E. V. Ilienkov — Sobre a questão do conceito de “atividade” e seu significado para a pedagogia

Publicado em Shkola dolzhna uchit’ myslit’ [A escola deve ensinar a pensar], 2002, pp. 78–84. Tradução por Bruno Bianchi.

A discussão colocada nas páginas da revista “Problemas de filosofia” de A. N. Leontiev me parece não só muito oportuna mas também muito precisa em seu objetivo. Gostaria de dizer que é uma feliz coincidência que o aparecimento dos artigos de Leontiev e a fundação de nosso seminário tenham coincidido no tempo. O conceito de atividade é, aparentemente, o conceito-chave que por si só permite que os esforços de professores, psicólogos e filósofos se unam para resolver a tarefa central de nosso Sistema Educacional: a tarefa de organizá-lo sobre a base de um sistema claro de teoria conceitual. Me parece que este conceito pode ser comparado a um cristal jogado na solução supersaturada de nosso pensamento pedagógico.

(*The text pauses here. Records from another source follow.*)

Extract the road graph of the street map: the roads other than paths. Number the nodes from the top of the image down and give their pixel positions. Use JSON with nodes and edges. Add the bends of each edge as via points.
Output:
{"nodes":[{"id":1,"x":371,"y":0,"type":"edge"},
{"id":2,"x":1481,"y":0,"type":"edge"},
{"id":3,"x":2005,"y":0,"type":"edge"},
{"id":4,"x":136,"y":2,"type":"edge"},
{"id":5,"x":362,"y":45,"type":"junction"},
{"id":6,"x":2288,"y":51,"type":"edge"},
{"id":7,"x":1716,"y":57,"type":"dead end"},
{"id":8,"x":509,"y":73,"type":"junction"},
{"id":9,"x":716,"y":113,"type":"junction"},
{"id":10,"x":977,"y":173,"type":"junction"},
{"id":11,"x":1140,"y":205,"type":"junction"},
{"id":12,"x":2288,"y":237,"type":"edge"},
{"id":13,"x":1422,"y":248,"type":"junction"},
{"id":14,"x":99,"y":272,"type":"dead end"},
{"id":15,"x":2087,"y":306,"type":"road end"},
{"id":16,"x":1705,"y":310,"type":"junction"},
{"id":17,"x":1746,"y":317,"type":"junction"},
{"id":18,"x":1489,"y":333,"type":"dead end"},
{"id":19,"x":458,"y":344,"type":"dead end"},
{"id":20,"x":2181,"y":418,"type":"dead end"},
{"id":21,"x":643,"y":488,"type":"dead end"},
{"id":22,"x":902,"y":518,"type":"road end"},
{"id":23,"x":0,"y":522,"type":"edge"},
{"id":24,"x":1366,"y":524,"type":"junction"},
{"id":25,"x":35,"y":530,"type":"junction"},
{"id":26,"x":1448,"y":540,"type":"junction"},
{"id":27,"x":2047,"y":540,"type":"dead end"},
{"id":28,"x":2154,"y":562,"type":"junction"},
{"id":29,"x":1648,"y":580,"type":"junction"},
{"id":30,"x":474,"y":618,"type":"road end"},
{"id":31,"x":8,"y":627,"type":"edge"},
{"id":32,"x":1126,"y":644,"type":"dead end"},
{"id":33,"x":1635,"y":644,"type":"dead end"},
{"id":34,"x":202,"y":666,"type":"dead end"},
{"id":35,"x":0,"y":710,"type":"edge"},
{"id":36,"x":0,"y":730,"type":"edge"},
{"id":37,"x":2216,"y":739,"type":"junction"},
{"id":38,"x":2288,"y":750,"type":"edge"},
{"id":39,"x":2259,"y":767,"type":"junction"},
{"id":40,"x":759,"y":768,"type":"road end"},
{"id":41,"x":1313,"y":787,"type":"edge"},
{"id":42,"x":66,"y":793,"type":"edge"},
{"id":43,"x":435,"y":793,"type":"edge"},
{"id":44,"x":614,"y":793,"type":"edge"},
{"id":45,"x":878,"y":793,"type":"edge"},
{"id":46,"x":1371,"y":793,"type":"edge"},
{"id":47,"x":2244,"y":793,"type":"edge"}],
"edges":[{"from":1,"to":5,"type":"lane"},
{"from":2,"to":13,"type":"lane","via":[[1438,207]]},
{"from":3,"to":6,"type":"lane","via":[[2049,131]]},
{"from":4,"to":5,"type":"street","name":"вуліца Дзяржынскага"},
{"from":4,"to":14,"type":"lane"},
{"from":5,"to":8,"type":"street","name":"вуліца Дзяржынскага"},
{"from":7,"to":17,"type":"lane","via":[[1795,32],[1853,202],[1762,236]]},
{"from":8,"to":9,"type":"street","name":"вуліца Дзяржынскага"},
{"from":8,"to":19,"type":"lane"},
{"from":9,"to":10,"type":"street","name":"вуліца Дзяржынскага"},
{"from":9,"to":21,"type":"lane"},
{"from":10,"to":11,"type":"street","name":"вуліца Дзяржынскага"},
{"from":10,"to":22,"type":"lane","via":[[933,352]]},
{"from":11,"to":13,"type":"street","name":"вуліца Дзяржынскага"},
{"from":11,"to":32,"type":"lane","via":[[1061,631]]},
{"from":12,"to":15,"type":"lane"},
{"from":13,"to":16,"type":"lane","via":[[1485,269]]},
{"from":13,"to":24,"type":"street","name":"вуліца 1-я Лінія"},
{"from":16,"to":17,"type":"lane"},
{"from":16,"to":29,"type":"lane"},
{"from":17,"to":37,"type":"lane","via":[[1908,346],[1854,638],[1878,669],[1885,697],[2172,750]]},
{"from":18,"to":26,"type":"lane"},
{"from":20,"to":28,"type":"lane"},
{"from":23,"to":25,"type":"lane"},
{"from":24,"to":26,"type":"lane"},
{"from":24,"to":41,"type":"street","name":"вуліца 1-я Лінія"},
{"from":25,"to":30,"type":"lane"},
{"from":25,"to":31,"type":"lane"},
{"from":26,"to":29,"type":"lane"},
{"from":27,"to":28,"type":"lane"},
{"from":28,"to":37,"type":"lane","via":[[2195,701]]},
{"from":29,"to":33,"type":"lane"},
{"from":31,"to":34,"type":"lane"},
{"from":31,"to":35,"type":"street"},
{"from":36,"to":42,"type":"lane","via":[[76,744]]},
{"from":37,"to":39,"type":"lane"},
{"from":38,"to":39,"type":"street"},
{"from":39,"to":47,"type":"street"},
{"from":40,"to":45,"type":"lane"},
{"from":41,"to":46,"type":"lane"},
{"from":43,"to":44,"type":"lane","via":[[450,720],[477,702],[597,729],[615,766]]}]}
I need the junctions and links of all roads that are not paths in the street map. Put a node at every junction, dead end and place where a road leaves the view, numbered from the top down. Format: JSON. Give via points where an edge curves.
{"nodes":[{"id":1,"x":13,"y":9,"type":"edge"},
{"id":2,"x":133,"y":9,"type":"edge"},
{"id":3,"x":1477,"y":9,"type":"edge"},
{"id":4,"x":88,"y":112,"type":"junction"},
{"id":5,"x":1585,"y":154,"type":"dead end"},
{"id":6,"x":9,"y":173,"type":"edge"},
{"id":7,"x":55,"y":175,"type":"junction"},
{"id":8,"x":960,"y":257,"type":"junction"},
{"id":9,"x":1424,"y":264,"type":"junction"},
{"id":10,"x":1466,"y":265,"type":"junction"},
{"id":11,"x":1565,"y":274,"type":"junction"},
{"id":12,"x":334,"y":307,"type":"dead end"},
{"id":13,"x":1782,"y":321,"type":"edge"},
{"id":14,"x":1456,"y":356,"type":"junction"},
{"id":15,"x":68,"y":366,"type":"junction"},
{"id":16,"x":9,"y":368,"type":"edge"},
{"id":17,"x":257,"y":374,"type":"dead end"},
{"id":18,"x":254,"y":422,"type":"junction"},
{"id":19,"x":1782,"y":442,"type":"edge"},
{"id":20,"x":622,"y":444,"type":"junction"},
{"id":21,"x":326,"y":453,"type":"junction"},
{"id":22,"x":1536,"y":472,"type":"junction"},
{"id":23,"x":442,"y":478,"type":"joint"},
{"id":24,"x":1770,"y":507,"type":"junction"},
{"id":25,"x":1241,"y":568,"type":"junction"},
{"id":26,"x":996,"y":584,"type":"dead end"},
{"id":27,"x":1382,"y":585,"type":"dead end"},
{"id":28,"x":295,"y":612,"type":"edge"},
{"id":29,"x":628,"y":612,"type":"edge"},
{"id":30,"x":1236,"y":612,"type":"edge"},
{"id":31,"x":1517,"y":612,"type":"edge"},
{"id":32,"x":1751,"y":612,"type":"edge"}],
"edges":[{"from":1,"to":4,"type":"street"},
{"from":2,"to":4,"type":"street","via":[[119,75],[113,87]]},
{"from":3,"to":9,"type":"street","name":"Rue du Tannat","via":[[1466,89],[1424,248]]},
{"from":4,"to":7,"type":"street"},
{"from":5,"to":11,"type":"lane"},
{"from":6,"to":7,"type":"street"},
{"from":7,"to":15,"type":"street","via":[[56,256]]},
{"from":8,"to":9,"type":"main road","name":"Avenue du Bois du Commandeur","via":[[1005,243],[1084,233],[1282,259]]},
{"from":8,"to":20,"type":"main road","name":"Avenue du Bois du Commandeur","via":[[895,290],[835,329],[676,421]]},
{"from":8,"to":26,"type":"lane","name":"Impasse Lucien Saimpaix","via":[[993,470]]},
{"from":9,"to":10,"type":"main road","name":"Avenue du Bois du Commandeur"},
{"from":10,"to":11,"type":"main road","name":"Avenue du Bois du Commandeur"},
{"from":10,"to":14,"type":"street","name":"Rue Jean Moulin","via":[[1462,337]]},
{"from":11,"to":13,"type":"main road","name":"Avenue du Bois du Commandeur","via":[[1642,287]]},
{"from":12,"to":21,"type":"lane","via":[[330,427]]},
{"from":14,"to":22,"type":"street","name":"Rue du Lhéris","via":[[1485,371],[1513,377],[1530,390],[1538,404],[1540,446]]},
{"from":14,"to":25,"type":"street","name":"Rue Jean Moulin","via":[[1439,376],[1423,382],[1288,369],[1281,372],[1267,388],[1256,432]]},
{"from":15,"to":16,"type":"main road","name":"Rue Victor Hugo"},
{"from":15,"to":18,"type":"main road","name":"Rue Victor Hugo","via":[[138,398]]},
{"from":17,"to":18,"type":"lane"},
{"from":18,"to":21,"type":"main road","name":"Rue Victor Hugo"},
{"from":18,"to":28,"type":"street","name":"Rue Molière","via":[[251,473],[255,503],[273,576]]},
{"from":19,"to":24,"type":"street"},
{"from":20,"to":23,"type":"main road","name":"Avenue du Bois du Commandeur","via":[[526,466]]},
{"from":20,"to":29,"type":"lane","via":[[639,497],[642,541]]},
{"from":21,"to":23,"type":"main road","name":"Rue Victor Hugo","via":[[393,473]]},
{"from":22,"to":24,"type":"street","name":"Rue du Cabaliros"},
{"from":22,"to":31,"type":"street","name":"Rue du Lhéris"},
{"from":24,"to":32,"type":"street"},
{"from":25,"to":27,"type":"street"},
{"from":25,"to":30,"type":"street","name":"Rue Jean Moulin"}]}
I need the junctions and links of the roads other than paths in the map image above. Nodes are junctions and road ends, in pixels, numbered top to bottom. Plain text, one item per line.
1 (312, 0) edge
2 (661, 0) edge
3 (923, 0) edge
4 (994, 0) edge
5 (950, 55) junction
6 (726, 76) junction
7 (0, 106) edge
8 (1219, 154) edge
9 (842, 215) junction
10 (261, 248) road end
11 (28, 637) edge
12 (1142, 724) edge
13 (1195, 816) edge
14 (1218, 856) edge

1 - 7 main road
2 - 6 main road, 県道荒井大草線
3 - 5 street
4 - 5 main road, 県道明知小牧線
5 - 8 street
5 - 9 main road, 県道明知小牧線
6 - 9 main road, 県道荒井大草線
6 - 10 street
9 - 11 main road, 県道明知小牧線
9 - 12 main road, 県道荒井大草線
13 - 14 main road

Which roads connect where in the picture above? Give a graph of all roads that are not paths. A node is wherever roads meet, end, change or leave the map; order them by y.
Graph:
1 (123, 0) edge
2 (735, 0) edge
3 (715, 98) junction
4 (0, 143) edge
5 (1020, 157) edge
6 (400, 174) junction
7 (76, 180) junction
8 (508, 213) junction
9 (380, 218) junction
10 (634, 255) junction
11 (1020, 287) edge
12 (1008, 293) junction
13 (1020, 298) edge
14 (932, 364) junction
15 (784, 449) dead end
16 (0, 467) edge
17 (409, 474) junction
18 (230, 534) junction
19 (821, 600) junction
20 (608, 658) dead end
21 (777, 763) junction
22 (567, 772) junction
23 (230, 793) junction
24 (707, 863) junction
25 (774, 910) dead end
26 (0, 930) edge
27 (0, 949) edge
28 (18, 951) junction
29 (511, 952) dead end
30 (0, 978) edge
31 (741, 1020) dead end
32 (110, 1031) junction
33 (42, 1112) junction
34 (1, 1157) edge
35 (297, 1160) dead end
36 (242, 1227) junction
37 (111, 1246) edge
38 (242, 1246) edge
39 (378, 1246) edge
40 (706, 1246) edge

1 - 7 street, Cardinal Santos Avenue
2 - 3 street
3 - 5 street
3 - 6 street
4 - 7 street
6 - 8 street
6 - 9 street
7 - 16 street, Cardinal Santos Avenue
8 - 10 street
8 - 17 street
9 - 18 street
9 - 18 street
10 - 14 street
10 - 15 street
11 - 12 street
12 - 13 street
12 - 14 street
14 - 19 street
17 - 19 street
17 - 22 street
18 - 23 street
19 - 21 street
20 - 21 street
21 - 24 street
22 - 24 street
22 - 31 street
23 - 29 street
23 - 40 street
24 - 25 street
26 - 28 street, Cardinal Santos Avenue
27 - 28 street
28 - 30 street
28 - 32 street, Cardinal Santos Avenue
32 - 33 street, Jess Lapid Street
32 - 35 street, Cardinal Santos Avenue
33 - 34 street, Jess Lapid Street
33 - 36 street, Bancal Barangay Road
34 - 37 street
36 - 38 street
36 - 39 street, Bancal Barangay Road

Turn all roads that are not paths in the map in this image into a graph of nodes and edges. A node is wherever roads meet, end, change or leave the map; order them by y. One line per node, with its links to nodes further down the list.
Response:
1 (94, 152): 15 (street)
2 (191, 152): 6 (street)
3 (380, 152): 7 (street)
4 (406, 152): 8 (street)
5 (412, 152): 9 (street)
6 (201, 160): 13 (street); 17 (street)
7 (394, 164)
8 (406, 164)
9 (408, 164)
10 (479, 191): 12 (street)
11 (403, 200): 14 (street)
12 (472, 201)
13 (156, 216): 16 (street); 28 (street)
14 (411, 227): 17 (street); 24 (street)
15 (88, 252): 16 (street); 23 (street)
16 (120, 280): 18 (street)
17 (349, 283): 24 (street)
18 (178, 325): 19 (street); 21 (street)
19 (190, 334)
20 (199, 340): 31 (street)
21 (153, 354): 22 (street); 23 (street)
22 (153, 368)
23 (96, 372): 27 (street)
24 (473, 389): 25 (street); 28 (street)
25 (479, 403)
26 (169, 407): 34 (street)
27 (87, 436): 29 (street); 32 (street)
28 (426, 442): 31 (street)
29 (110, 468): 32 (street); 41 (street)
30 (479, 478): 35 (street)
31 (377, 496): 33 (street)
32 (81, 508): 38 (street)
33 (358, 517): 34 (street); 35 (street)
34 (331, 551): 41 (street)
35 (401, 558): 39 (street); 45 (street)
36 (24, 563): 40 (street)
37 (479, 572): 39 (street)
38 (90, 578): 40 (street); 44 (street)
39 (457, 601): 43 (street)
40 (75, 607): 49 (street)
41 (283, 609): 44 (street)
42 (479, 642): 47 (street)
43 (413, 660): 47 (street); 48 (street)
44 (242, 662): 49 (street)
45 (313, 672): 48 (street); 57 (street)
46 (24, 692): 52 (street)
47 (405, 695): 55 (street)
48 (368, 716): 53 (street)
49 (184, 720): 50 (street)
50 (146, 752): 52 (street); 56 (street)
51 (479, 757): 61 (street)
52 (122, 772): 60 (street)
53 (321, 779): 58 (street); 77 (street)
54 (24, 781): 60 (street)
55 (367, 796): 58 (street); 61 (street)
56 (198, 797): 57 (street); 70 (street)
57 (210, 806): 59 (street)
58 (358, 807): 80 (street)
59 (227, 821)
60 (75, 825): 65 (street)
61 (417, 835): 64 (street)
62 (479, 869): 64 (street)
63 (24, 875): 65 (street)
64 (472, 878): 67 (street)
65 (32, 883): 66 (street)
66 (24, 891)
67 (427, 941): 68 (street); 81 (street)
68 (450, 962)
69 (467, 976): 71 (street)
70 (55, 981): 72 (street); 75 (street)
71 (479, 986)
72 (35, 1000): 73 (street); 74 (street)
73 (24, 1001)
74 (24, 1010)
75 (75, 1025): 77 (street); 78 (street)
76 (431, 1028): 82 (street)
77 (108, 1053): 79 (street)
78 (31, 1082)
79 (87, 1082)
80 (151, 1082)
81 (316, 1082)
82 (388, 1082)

De fato, a necessidade de criar um sistema unificado de fundamentos teóricos para a organização do trabalho docente e educativo nas escolas é muito aguda, muito tensa. O sinal mais confiável desta situação tensa é a celeridade, a rapidez com que recentemente tem surgido e desaparecido no ambiente de nosso pensamento pedagógico uma espécie de epicentros, aqueles pontos de atração em torno dos quais começam a se agrupar de imediato as pessoas com determinadas afinidades. Ou é a ideia de “aprendizagem programada”, depois “pedagogia genética”, depois “aprendizagem evolutiva”, ou mesmo “cibernética”, a teoria da “informação” e outras modas similares. Esses passatempos não passam despercebidos, eles são aprendidos com gana, até mesmo com avidez. Vale a pena ler qualquer guia pedagógico escrito nos últimos anos para descobrir os traços de todos os passatempos desenvolvidos a curto prazo, algo como as camadas de uma massa folhada ou as franjas do estrato geológico.